- [WHAT TO PRODUCE] Search the records for "moveto". Report every line where it occurs.

(Extracted data entries)

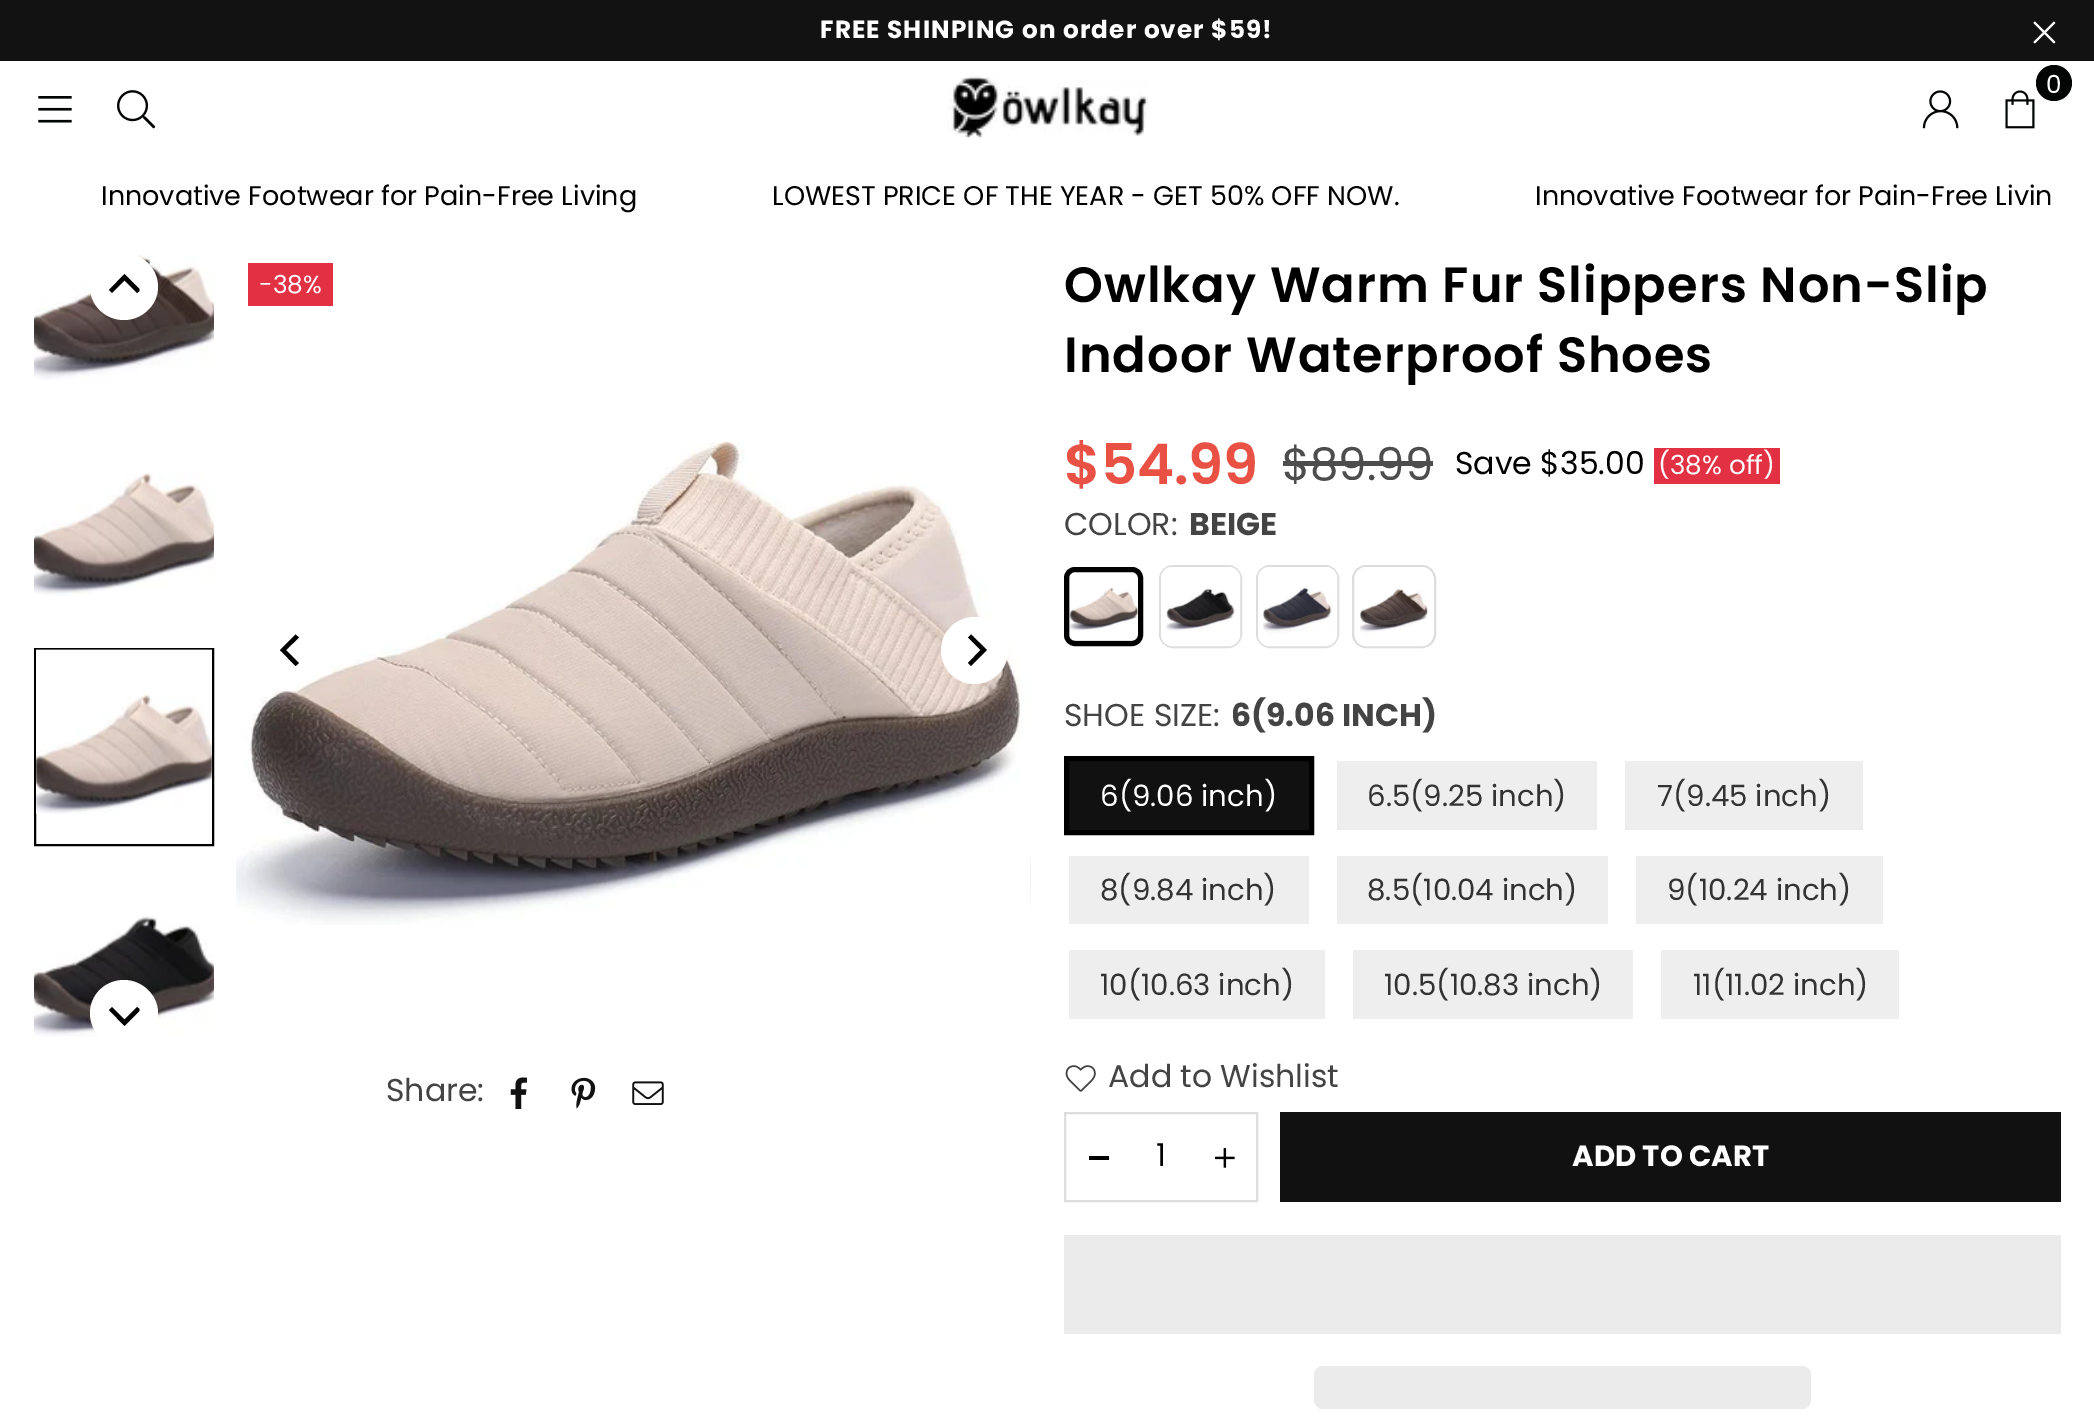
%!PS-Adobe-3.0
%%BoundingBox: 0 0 2094 1417
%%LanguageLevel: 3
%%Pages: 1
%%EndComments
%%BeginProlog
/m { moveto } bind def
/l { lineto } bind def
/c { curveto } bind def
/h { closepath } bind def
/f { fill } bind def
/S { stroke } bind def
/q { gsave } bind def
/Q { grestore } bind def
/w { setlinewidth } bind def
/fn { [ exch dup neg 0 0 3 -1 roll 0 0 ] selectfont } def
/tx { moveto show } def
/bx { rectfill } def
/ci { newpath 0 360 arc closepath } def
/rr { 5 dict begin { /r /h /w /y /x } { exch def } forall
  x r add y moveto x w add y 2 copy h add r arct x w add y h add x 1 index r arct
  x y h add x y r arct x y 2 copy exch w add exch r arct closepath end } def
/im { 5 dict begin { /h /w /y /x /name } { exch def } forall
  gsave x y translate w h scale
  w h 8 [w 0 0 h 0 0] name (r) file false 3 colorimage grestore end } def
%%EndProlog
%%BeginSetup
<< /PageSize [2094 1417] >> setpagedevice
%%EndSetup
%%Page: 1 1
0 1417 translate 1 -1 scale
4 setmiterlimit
1 setgray
0 0 2094 1417 bx
0.071 setgray
0 0 2094 61 bx
/Poppins-Bold 24.75 fn
1 setgray
820 38 m 1.1 0 (FREE SHINPING on order over $59!) ashow
(image0.raw) 2033 21 23 23 im
(image1.raw) 38 96 34 27 im
(image2.raw) 117 90 39 39 im
(image3.raw) 948 76 200 62 im
0.012 0.02 0.02 setrgbcolor
2054 83 18 ci f
/Poppins-Regular 24.75 fn
1 setgray
(0) 2046 93 tx
(image4.raw) 2005 90 30 39 im
(image5.raw) 1922 90 37 39 im
/Poppins-Regular 27 fn
0 setgray
(Innovative Footwear for Pain-Free Living) 101 205 tx
(LOWEST PRICE OF THE YEAR - GET 50% OFF NOW.) 772 205 tx
(Innovative Footwear for Pain-Free Livin) 1535 205 tx
(image6.raw) 34 255 180 125 im
1 setgray
158 287 m 158 305 142 320 124 320 c 105 320 90 305 90 287 c 90 268 105 253 124 253 c 142 253 158 268 158 287 c h f
0 setgray
124.5 274 m 139.5 289 l 139.5 291 l 137 293 l 124.5 280.5 l 112 293 l 109 290 l h f
(image7.raw) 34 473 180 123 im
2 w
35 649 178 196 rectstroke
(image8.raw) 36 649 176 165 im
(image9.raw) 34 916 180 121 im
1 setgray
158 1013 m 158 1032 142 1047 124 1047 c 105 1047 90 1032 90 1013 c 90 995 105 980 124 980 c 142 980 158 995 158 1013 c h f
0 setgray
124.5 1026 m 109 1010 l 112 1007 l 124.5 1019.5 l 137 1007 l 139.5 1009 l 139.5 1011 l h f
0.89 0.192 0.267 setrgbcolor
248 263 85 43 bx
/Poppins-Regular 24.75 fn
1 setgray
(-38%) 259 293 tx
(image10.raw) 236 441 794 484 im
(image11.raw) 1030 856 1 52 im
292.5 650.5 33.5 ci f
0 setgray
280 650 m 295.5 666 l 299 663 l 286 650 l 299 637.5 l 295.5 634.5 l h f
1 setgray
974.5 650.5 33.5 ci f
0 setgray
987 650 m 971 634.5 l 968 637.5 l 980.5 650 l 968 663 l 971 666 l h f
/Poppins-Regular 31.5 fn
0.267 setgray
(Share:) 386 1101 tx
(image12.raw) 510 1077 17 32 im
(image13.raw) 571 1077 25 32 im
(image14.raw) 632 1081 32 24 im
/Poppins-SemiBold 49.5 fn
0 setgray
1064 302 m 1 0 (Owlkay Warm Fur Slippers Non-Slip) ashow
1064 372 m 1 0 (Indoor Waterproof Shoes) ashow
/Poppins-SemiBold 56 fn
0.914 0.318 0.267 setrgbcolor
($54.99) 1064 484 tx
/Poppins-Regular 45 fn
0.302 setgray
($89.99) 1282 480 tx
1283 461 150 5 bx
/Poppins-Regular 31.5 fn
0 setgray
(Save $35.00) 1455 474 tx
0.89 0.192 0.267 setrgbcolor
1654 448 126 36 bx
/Poppins-Regular 26.25 fn
1 setgray
(\(38% off\)) 1658 474 tx
/Poppins-Regular 31.5 fn
0.267 setgray
(COLOR:) 1064 535 tx
/Poppins-Bold 31.5 fn
(BEIGE) 1189 535 tx
(image15.raw) 1069 572 69 69 im
0 setgray
5 w
1066.5 569.5 74 74 8.5 rr S
0.867 setgray
2 w
1160 566 81 81 13 rr S
(image16.raw) 1166 572 69 69 im
1 setgray
5 w
1163.5 569.5 74 74 8.5 rr S
0.867 setgray
2 w
1257 566 81 81 13 rr S
(image17.raw) 1263 572 69 69 im
1 setgray
5 w
1260.5 569.5 74 74 8.5 rr S
0.867 setgray
2 w
1353 566 82 81 13 rr S
(image18.raw) 1360 572 68 69 im
1 setgray
5 w
1357.5 569.5 73 74 8.5 rr S
/Poppins-Regular 31.5 fn
0.267 setgray
(SHOE SIZE:) 1064 726 tx
/Poppins-Bold 31.5 fn
(6\(9.06 INCH\)) 1231 726 tx
0.067 setgray
1066.5 758.5 m 1311.5 758.5 l 1311.5 832.5 l 1066.5 832.5 l h q f Q
0 setgray
S
/Poppins-Regular 29.25 fn
1 setgray
(6\(9.06 inch\)) 1100 806 tx
0.933 setgray
1337 761 260 69 bx
0.2 setgray
(6.5\(9.25 inch\)) 1367 806 tx
0.933 setgray
1625 761 238 69 bx
0.2 setgray
(7\(9.45 inch\)) 1657 806 tx
0.933 setgray
1069 856 240 68 bx
0.2 setgray
(8\(9.84 inch\)) 1100 900 tx
0.933 setgray
1337 856 271 68 bx
0.2 setgray
(8.5\(10.04 inch\)) 1367 900 tx
0.933 setgray
1636 856 247 68 bx
0.2 setgray
(9\(10.24 inch\)) 1667 900 tx
0.933 setgray
1069 950 256 69 bx
0.2 setgray
(10\(10.63 inch\)) 1100 995 tx
0.933 setgray
1353 950 280 69 bx
0.2 setgray
(10.5\(10.83 inch\)) 1384 995 tx
0.933 setgray
1661 950 238 69 bx
0.2 setgray
(11\(11.02 inch\)) 1693 995 tx
(image19.raw) 1065 1065 31 27 im
/Poppins-Regular 31.5 fn
0.267 setgray
(Add to Wishlist) 1108 1087 tx
0.867 setgray
2 w
1065 1113 192 88 rectstroke
0 setgray
1089 1156 20 4 bx
(1) 1156 1166 tx
(image20.raw) 1215 1148 20 20 im
0.067 setgray
1280 1112 781 90 bx
/Poppins-Bold 29.25 fn
1 setgray
(ADD TO CART) 1572 1166 tx
0.922 setgray
1064 1235 997 99 bx
1314 1366 497 43 9 rr f
showpage
%%EOF
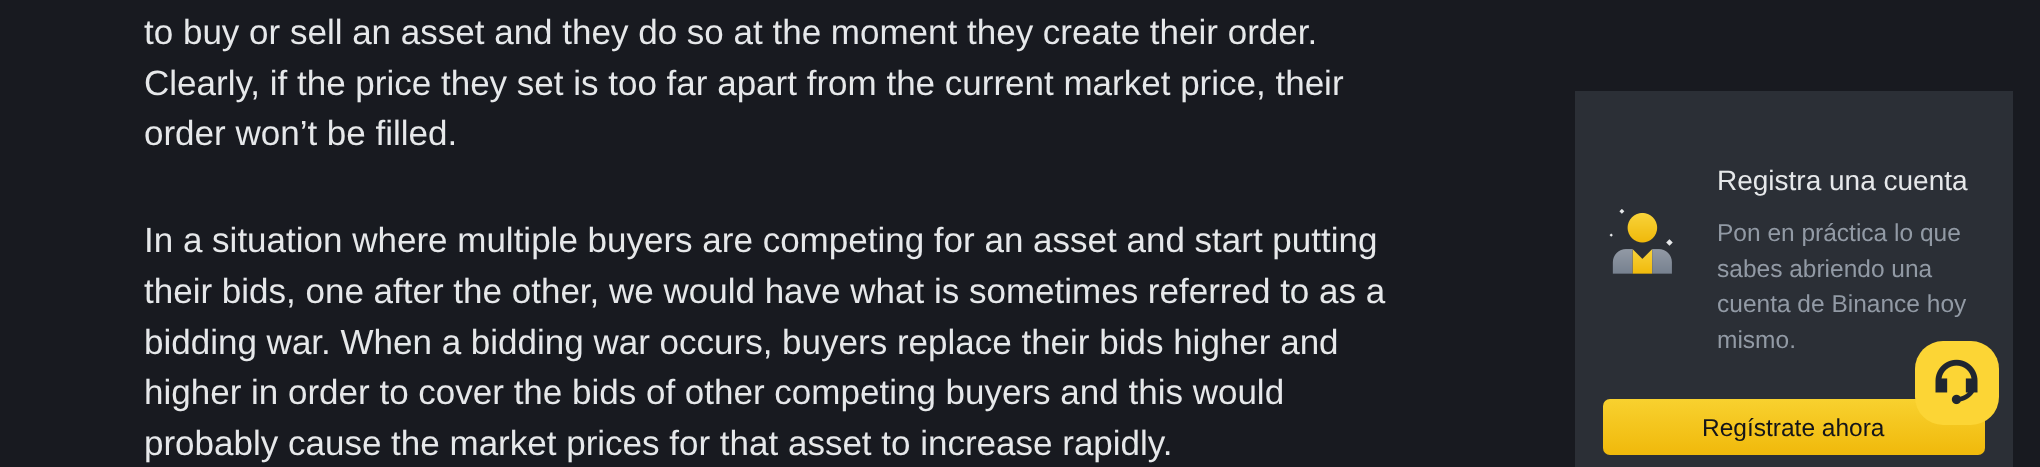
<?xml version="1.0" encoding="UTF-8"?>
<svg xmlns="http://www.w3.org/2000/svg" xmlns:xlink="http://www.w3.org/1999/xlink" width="2040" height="467">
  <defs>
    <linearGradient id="g1" gradientUnits="userSpaceOnUse" x1="1794" y1="399" x2="1794" y2="455"><stop offset="0" stop-color="#f8d12f" /><stop offset="1" stop-color="#f0b90b" /></linearGradient>
  </defs>
  <rect width="100%" height="100%" fill="#181a20" />
  <rect x="1575" y="91" width="438" height="376" fill="#2b2f36" />
  <image x="1609" y="209" width="64" height="65" xlink:href="image1.png" />
  <rect x="1603" y="399" width="382" height="56" rx="7" fill="url(#g1)" />
  <rect x="1915" y="341" width="84" height="84" rx="28" fill="#fcd535" />
  <image x="1935" y="359" width="43" height="46" xlink:href="image2.png" />
  <text x="144" y="44" style="font-family: Liberation Sans; font-size: 35px; fill: #e6e8ea">to buy or sell an asset and they do so at the moment they create their order.</text>
  <text x="144" y="95" style="font-family: Liberation Sans; font-size: 35px; fill: #e6e8ea">Clearly, if the price they set is too far apart from the current market price, their</text>
  <text x="144" y="145" style="font-family: Liberation Sans; font-size: 35px; fill: #e6e8ea">order won’t be filled.</text>
  <text x="144" y="252" style="font-family: Liberation Sans; font-size: 35px; fill: #e6e8ea">In a situation where multiple buyers are competing for an asset and start putting</text>
  <text x="144" y="303" style="font-family: Liberation Sans; font-size: 35px; fill: #e6e8ea">their bids, one after the other, we would have what is sometimes referred to as a</text>
  <text x="144" y="354" style="font-family: Liberation Sans; font-size: 35px; fill: #e6e8ea">bidding war. When a bidding war occurs, buyers replace their bids higher and</text>
  <text x="144" y="404" style="font-family: Liberation Sans; font-size: 35px; fill: #e6e8ea">higher in order to cover the bids of other competing buyers and this would</text>
  <text x="144" y="455" style="font-family: Liberation Sans; font-size: 35px; fill: #e6e8ea">probably cause the market prices for that asset to increase rapidly.</text>
  <text x="1717" y="190" style="font-family: Liberation Sans; font-size: 28px; fill: #e6e8ea">Registra una cuenta</text>
  <text x="1717" y="241" style="font-family: Liberation Sans; font-size: 24.5px; fill: #929aa5">Pon en práctica lo que</text>
  <text x="1717" y="277" style="font-family: Liberation Sans; font-size: 24.5px; fill: #929aa5">sabes abriendo una</text>
  <text x="1717" y="312" style="font-family: Liberation Sans; font-size: 24.5px; fill: #929aa5">cuenta de Binance hoy</text>
  <text x="1717" y="348" style="font-family: Liberation Sans; font-size: 24.5px; fill: #929aa5">mismo.</text>
  <text x="1702" y="436" style="font-family: Liberation Sans; font-size: 24.5px; fill: #14151a">Regístrate ahora</text>
</svg>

- [EXERCISE RESULT]
/m { moveto } bind def
/tx { moveto show } def
  x r add y moveto x w add y 2 copy h add r arct x w add y h add x 1 index r arct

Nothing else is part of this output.